Doing life right, at home and away

Tag: hike

Of aching jaws and nuclear power

Man, I’ve seen some windy weather in my life. I have.

Me and Musti on a windy hillside

Me and Musti almost blowing away

Never have I seen windy weather like yesterday.

We had been putting off going on a hike for the last couple of days as the weather was so wild and unpredictable. The rain and the hailstone showers had stopped for the moment so we called up a friend of ours, Kenny – a local hike connoisseur, who’s always up for a good stroll.

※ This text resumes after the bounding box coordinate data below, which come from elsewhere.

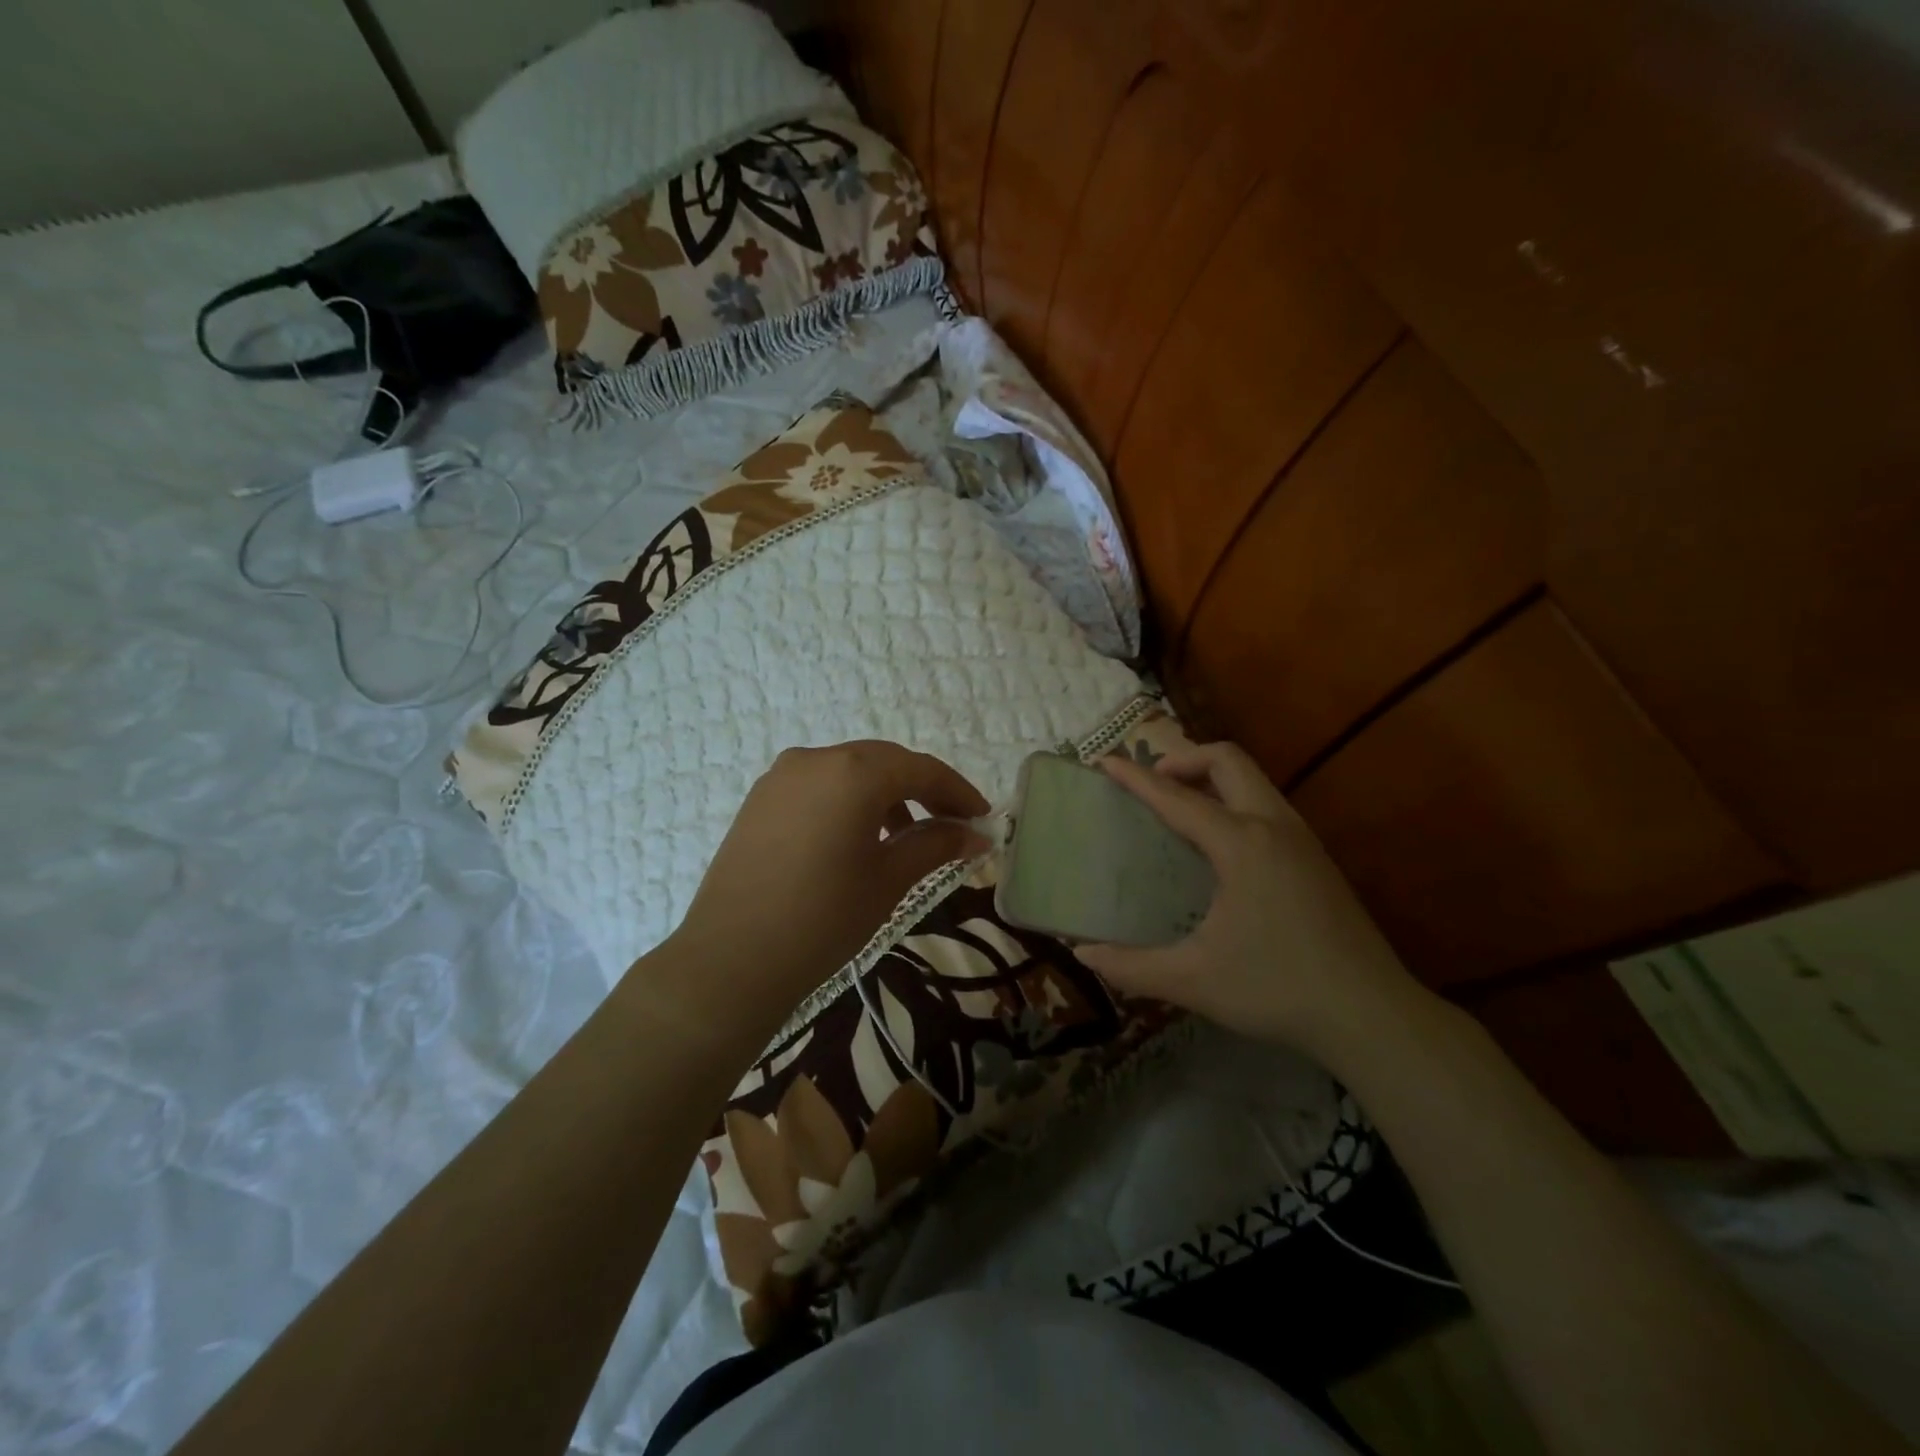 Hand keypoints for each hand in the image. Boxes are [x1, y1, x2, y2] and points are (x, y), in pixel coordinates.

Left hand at [659, 741, 989, 1018]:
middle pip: (885, 762)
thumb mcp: (889, 880)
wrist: (731, 960)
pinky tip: (858, 838)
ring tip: (906, 837)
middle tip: (952, 824)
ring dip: (885, 795)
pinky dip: (849, 801)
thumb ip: (936, 845)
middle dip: (923, 789)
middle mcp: (815, 759)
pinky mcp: (761, 799)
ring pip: (850, 771)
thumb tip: (975, 835)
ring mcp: (781, 776)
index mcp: (853, 772)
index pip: (920, 769)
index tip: (982, 818)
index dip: (958, 791)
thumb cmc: (823, 919)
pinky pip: (819, 786)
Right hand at [1076, 741, 1424, 1053]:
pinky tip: (1220, 849)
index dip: (1135, 778)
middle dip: (1183, 760)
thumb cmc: (1277, 989)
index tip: (1103, 762)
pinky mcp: (1317, 859)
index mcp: (1241, 844)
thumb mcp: (1194, 981)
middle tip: (1151, 787)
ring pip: (1253, 780)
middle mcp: (1274, 827)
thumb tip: (1083, 954)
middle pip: (1227, 761)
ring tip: (1179, 810)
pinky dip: (1234, 801)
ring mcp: (1302, 840)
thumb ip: (1131, 967)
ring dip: (1212, 778)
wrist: (1372, 1016)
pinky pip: (1267, 805)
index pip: (1177, 798)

Musti and Kenny at Sandside Harbour

Musti and Kenny at the harbour

We decided to go somewhere relatively close and easy access, so we headed towards Sandside – a small beach in the village of Reay, just across from the mainly decommissioned Dounreay nuclear site.

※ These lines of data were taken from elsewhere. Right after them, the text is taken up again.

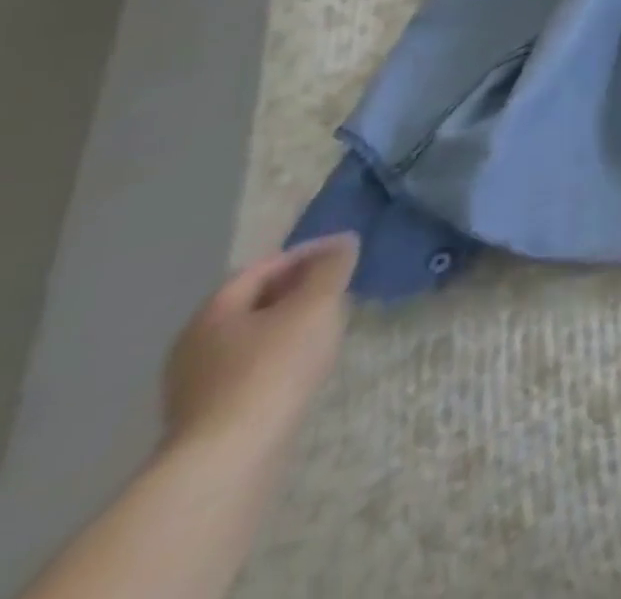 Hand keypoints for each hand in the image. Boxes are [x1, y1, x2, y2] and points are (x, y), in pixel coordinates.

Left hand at [161, 235, 358, 466]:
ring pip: (252, 336)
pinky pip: (250, 367)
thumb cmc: (273, 368)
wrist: (230, 458)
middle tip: (339, 283)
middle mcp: (195, 345)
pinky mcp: (209, 416)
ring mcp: (197, 385)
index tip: (345, 250)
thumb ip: (331, 268)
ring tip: (329, 320)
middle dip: (297, 288)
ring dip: (290, 322)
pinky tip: (306, 361)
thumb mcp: (315, 305)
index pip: (262, 267)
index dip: (305, 253)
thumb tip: (343, 242)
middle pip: (252, 303)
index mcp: (213, 313)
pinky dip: (281, 353)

While the weather had calmed regarding hailstones, the wind had gotten worse. I’m not sure I can even explain it better than saying that “it was just really, really windy”. The sea was throwing itself in raging, periodic attacks on the cliffs and the slippery black shale rocks, almost as if trying to escape its own temper.

Half of the photos are so shaken up I can’t really use them!

A rather interesting curiosity is, that the rather lovely Sandside beach is in fact a radioactive beach. We have a friend who’s involved in the off-site radioactivity measurements though and she said that so far it’s all gravy.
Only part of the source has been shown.